Et, Maïmonide d’affirmer que toute opinion-prise de position-prédisposition-trait de caractère, qui se situe aux extrêmes, est mauvaise, et qu’il convient d‘adopter la derehk hayéchara, soit la voie droite ou juste. Qu’est ce que la voie juste ? Le Rambam y répond: c’est la mesure, Mida du verbe Limdod, mesurer, (que l’on doit prendre au sens géometrique du terme), et qui correspond à la voie moyenne ou médiane. C’est la voie qui se situe précisément à égale distance des extrêmes.

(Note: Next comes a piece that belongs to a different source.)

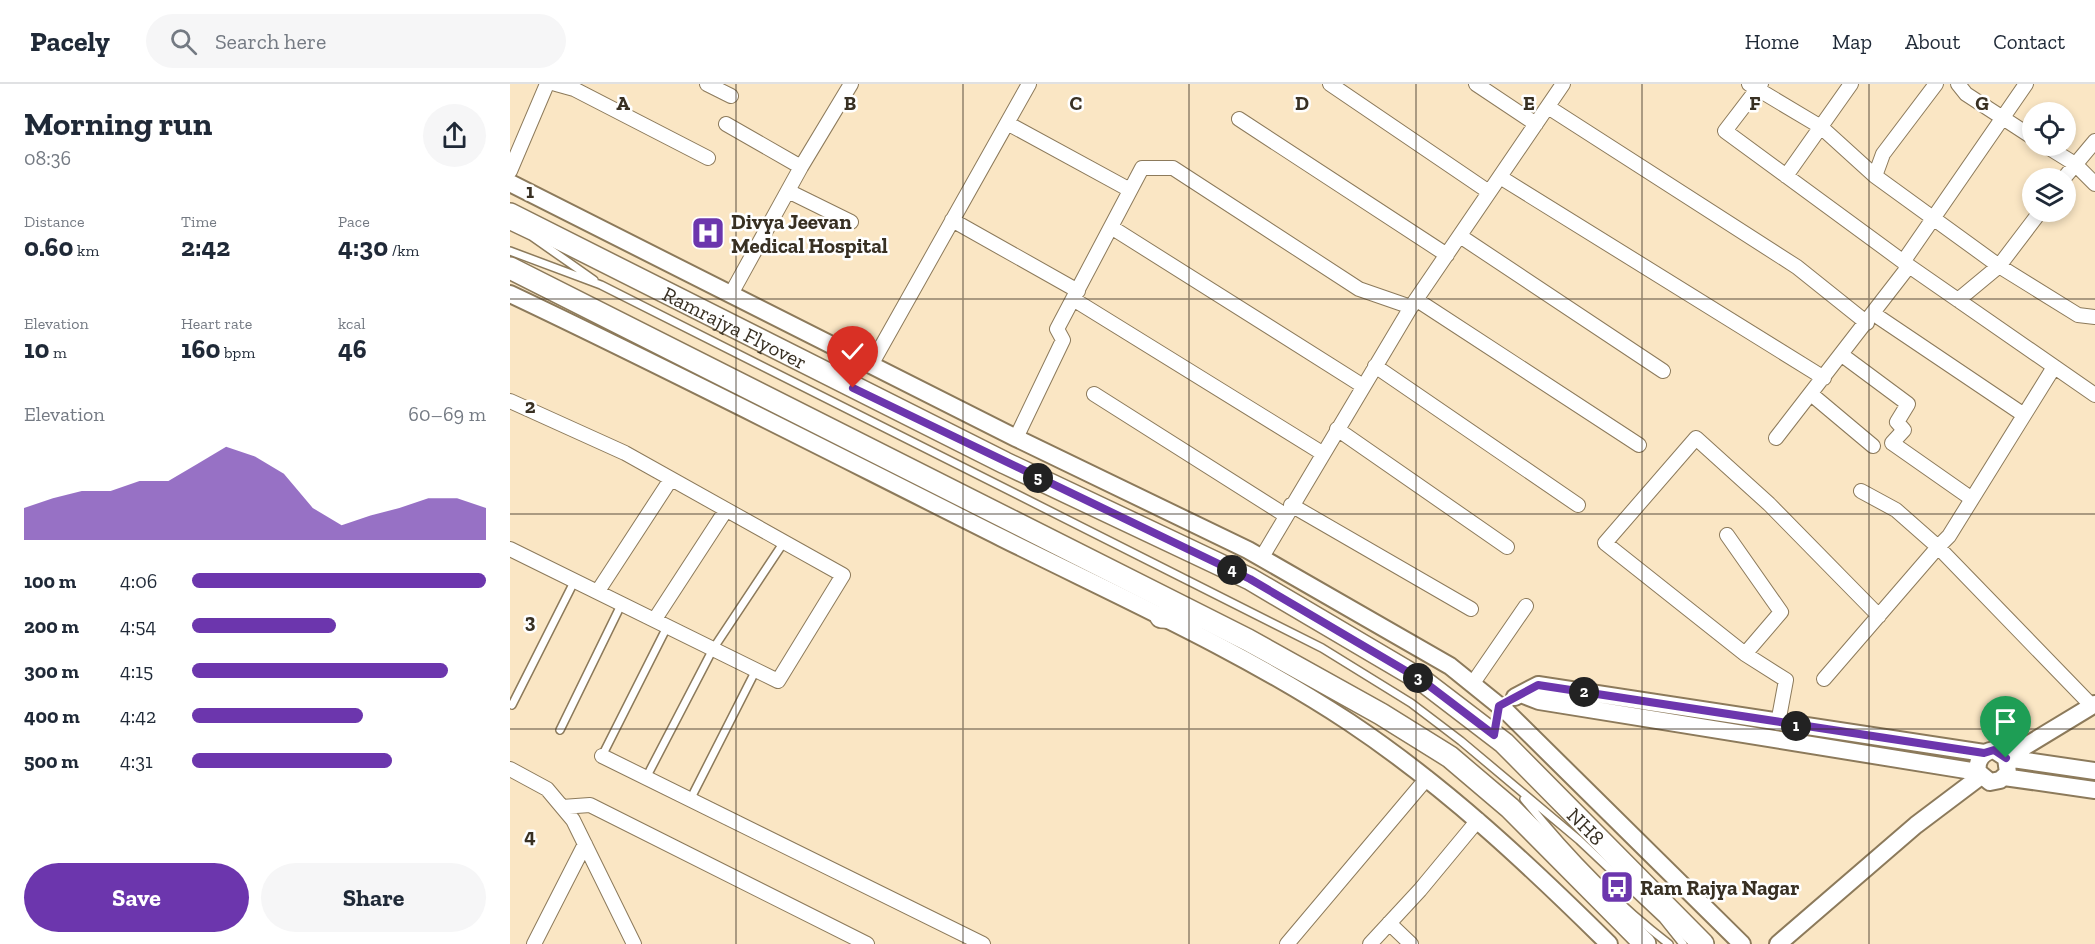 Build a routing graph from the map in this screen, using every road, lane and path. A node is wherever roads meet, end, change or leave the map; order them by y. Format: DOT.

C’est la voie du milieu juste.

Donc, Maïmonide, qui est d’une précision extrême dans le choix des termes, emploie le mot Déot à dessein. En effet, outre l’inclinaison naturelle de chaque homme, il y a aussi ce que l’on observe sur les autres et qu’on a envie de calquer ou, ce que les autres pensent de vous et le choix de s’y conformer. Dans ce cas, le Daat ou connaissance, se substitue au mot Mida, mesure. Mida est une donnée objective: on est comme ci ou comme ça. A l’inverse Déa est un choix. Il y a l’inné à la naissance et l’acquis au fil des années.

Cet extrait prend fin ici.